### What is expected
Set down a true copy of the data, with all pictures left out.

### Extracted information
════════════════

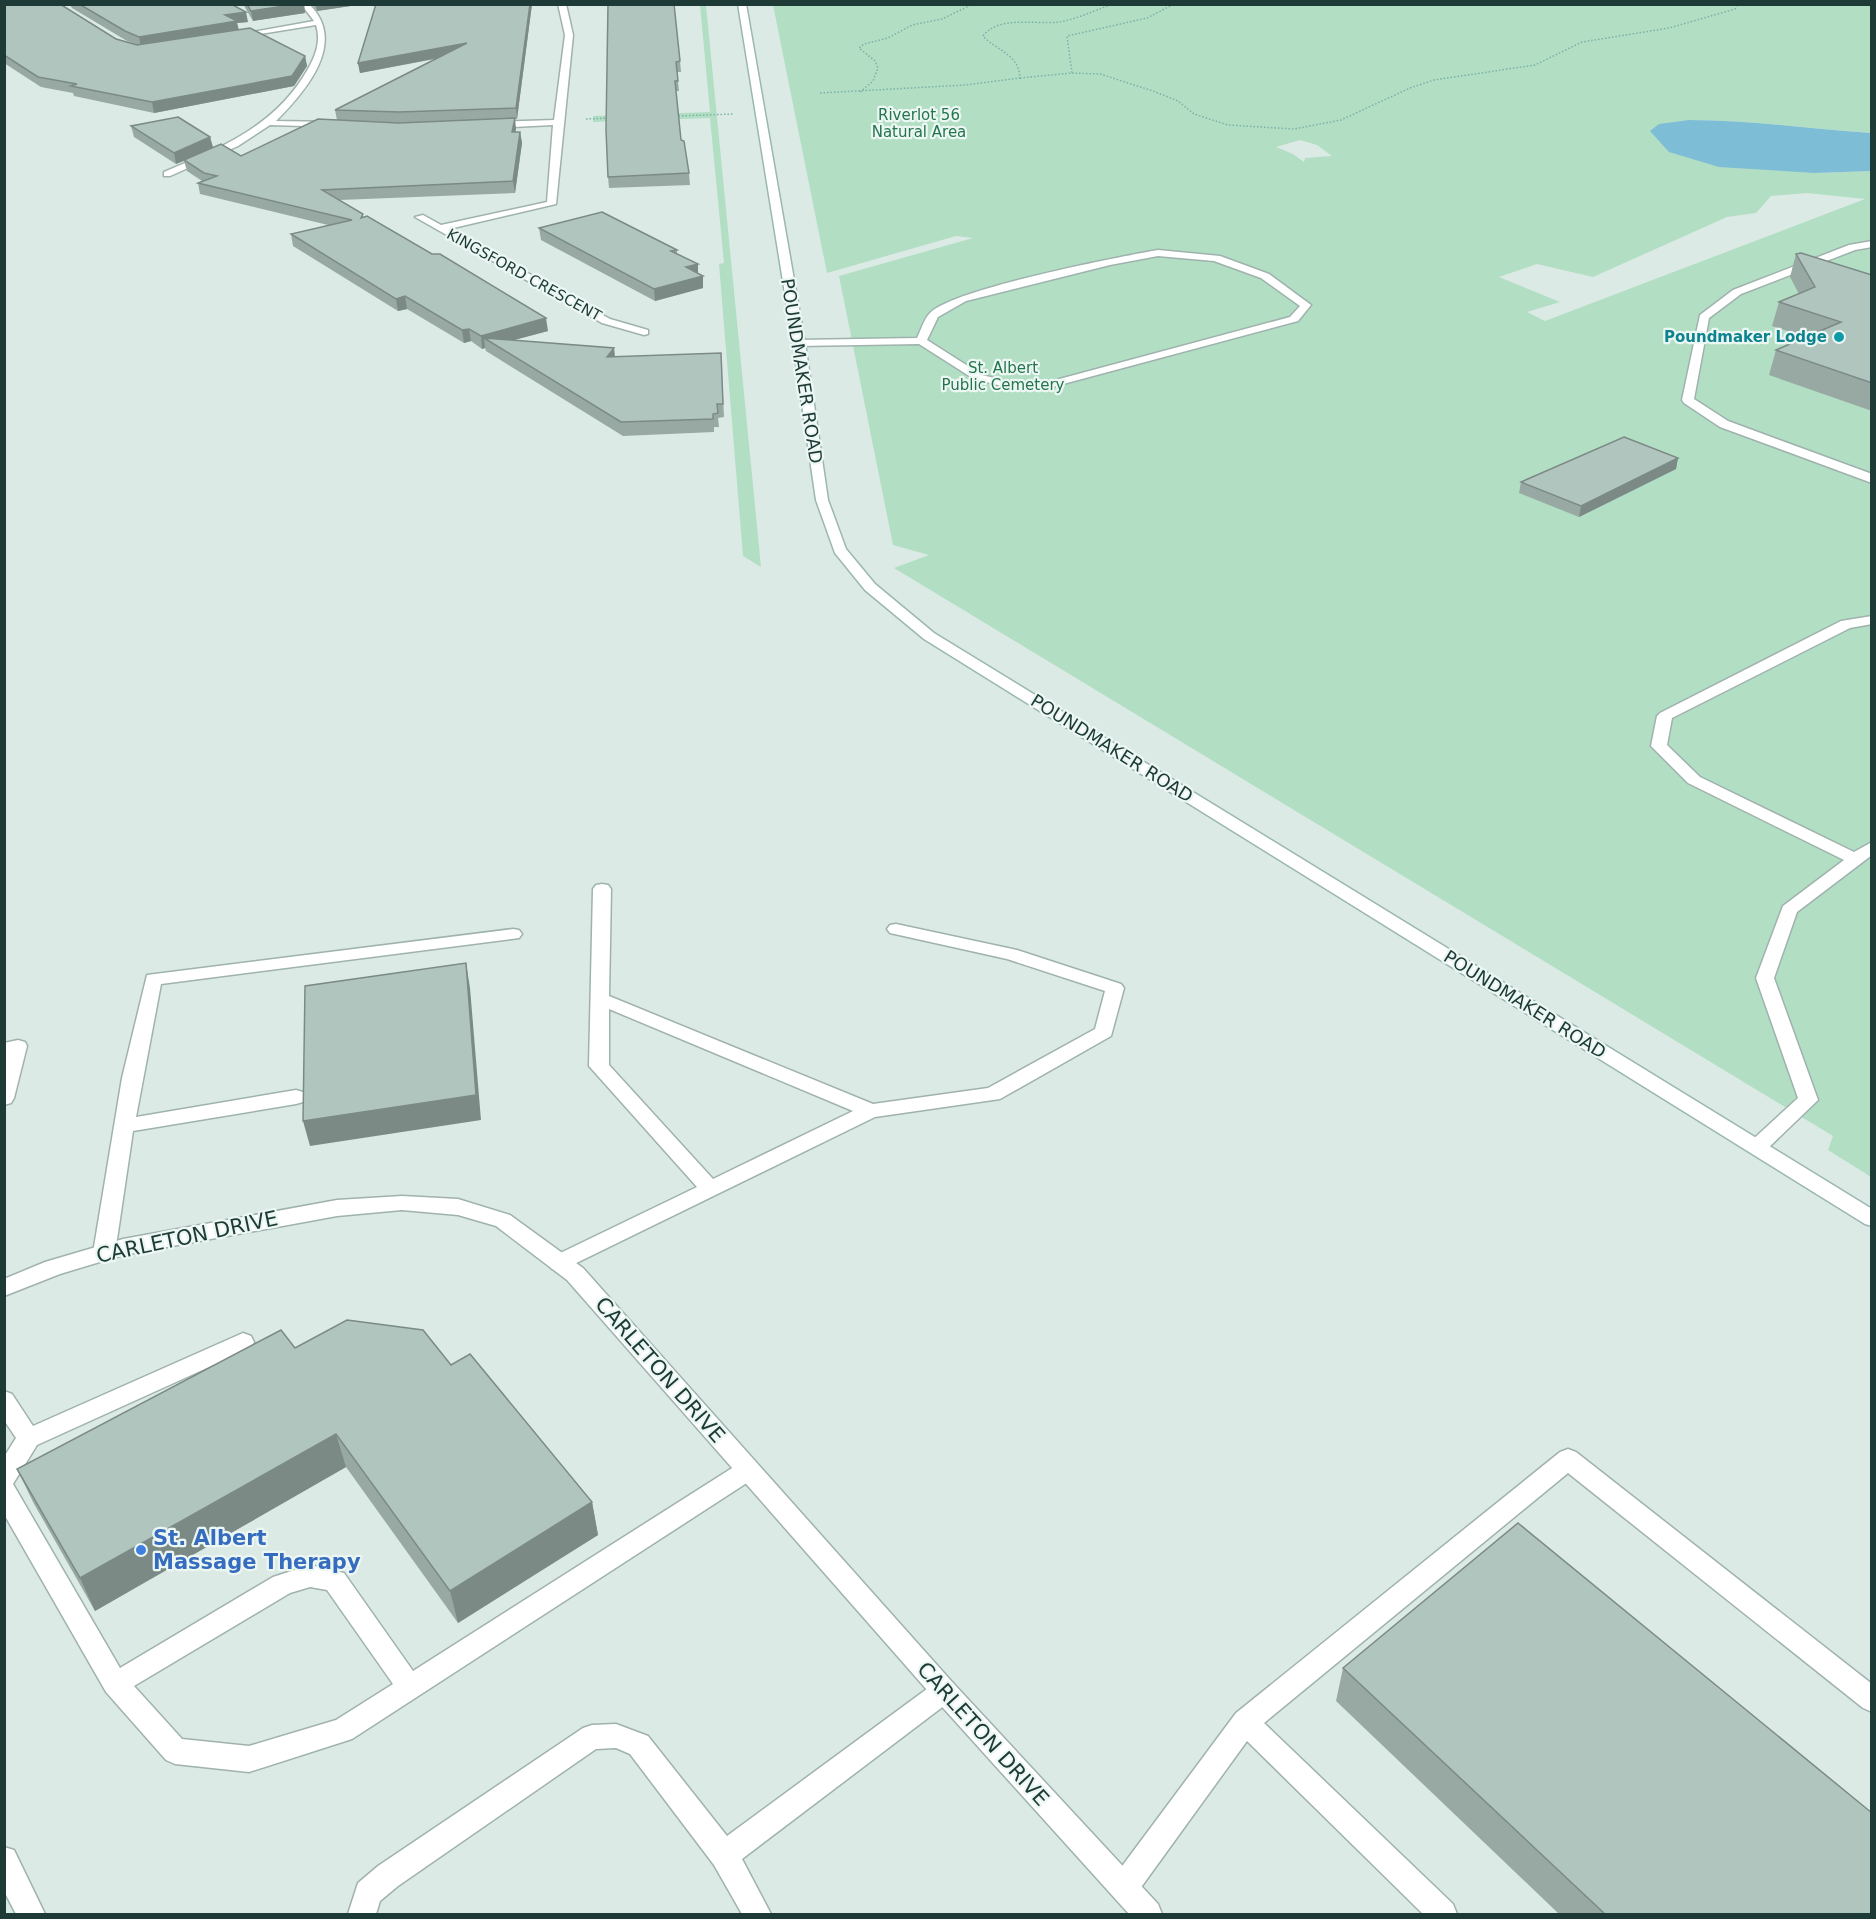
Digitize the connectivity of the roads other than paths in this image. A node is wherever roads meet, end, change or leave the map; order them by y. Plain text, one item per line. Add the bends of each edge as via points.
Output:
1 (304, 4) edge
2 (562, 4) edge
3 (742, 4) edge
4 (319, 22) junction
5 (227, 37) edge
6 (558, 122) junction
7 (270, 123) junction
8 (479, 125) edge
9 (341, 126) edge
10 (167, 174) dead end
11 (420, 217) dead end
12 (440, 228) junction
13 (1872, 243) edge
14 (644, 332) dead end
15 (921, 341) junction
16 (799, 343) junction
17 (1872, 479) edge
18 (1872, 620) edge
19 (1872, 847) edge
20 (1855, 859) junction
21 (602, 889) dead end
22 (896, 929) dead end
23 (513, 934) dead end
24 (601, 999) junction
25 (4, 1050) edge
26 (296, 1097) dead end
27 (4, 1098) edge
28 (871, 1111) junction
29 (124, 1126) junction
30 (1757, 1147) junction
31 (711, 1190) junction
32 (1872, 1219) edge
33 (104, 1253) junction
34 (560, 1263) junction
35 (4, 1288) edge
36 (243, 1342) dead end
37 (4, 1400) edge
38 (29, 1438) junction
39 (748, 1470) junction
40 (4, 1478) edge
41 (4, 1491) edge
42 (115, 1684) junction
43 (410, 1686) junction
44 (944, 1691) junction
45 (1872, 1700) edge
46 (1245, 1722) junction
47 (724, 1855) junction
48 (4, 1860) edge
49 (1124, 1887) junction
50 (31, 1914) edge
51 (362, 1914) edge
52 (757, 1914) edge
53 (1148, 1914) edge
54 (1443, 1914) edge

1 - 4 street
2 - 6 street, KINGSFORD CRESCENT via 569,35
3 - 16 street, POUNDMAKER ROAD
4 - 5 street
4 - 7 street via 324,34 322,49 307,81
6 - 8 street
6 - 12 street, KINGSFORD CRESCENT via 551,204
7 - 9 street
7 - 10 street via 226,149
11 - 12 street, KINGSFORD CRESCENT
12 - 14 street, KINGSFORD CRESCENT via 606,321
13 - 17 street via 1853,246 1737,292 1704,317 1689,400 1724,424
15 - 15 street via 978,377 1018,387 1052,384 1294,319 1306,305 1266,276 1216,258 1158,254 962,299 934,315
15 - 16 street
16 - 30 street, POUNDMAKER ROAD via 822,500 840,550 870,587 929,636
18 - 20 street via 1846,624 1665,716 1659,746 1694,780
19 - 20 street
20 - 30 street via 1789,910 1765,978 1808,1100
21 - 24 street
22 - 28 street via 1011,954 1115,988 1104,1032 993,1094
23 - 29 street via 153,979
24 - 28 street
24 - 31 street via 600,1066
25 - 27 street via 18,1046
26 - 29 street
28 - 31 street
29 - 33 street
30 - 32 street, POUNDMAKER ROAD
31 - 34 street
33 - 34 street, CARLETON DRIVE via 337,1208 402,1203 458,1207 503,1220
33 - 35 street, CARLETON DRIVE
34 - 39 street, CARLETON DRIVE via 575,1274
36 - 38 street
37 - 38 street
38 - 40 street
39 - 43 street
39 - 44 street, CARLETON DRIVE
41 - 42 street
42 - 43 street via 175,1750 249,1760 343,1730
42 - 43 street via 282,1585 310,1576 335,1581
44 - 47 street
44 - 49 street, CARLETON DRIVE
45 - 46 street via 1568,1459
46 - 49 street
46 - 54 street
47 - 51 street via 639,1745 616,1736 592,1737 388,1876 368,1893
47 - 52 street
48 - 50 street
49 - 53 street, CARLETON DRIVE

════════════════

### Solution to the exercise
Digitize the connectivity of the roads other than paths in this image. A node is wherever roads meet, end, change or leave the map; order them by y. Plain text, one item per line. Add the bends of each edge as via points.
Output:
1 (304, 4) edge
2 (562, 4) edge
3 (742, 4) edge
4 (319, 22) junction
5 (227, 37) edge
6 (558, 122) junction
7 (270, 123) junction
8 (479, 125) edge
9 (341, 126) edge
10 (167, 174) dead end
11 (420, 217) dead end
12 (440, 228) junction
13 (1872, 243) edge
14 (644, 332) dead end
15 (921, 341) junction
16 (799, 343) junction
17 (1872, 479) edge
18 (1872, 620) edge
19 (1872, 847) edge
20 (1855, 859) junction
21 (602, 889) dead end
22 (896, 929) dead end
23 (513, 934) dead end
24 (601, 999) junction
25 (4, 1050) edge
26 (296, 1097) dead end
27 (4, 1098) edge
28 (871, 1111) junction
29 (124, 1126) junction
30 (1757, 1147) junction
31 (711, 1190) junction
32 (1872, 1219) edge
33 (104, 1253) junction
34 (560, 1263) junction
35 (4, 1288) edge
36 (243, 1342) dead end
37 (4, 1400) edge
38 (29, 1438) junction
39 (748, 1470) junction
40 (4, 1478) edge
41 (4, 1491) edge
42 (115, 1684) junction
43 (410, 1686) junction
44 (944, 1691) junction
45 (1872, 1700) edge
46 (1245, 1722) junction
47 (724, 1855) junction
48 (4, 1860) edge
49 (1124, 1887) junction
50 (31, 1914) edge
51 (362, 1914) edge
52 (757, 1914) edge
53 (1148, 1914) edge
54 (1443, 1914) edge

1 - 4 street
2 - 6 street, KINGSFORD CRESCENT via 569,35
3 - 16 street, POUNDMAKER ROAD
4 - 5 street
4 - 7 street via 324,34 322,49 307,81
6 - 8 street
6 - 12 street, KINGSFORD CRESCENT via 551,204
7 - 9 street
7 - 10 street via 226,149
11 - 12 street, KINGSFORD CRESCENT
12 - 14 street, KINGSFORD CRESCENT via 606,321
13 - 17 street via 1853,246 1737,292 1704,317 1689,400 1724,424
15 - 15 street via 978,377 1018,387 1052,384 1294,319 1306,305 1266,276 1216,258 1158,254 962,299 934,315
15 - 16 street
16 - 30 street, POUNDMAKER ROAD via 822,500 840,550 870,587 929,636
18 - 20 street via 1846,624 1665,716 1659,746 1694,780
19 - 20 street
20 - 30 street via 1789,910 1765,978 1808,1100
21 - 24 street
22 - 28 street via 1011,954 1115,988 1104,1032 993,1094
23 - 29 street via 153,979
24 - 28 street
24 - 31 street via 600,1066
25 - 27 street via 18,1046
26 - 29 street
28 - 31 street
29 - 33 street
30 - 32 street, POUNDMAKER ROAD
31 - 34 street
33 - 34 street, CARLETON DRIVE via 337,1208 402,1203 458,1207 503,1220
33 - 35 street, CARLETON DRIVE
34 - 39 street, CARLETON DRIVE via 575,1274
36 - 38 street
37 - 38 street
38 - 40 street
39 - 43 street
39 - 44 street, CARLETON DRIVE
41 - 42 street
42 - 43 street via 175,1750 249,1760 343,1730
42 - 43 street via 282,1585 310,1576 335,1581
44 - 47 street
44 - 49 street, CARLETON DRIVE
45 - 46 street via 1568,1459
46 - 49 street
46 - 54 street
47 - 51 street via 639,1745 616,1736 592,1737 388,1876 368,1893
47 - 52 street
48 - 50 street
49 - 53 street, CARLETON DRIVE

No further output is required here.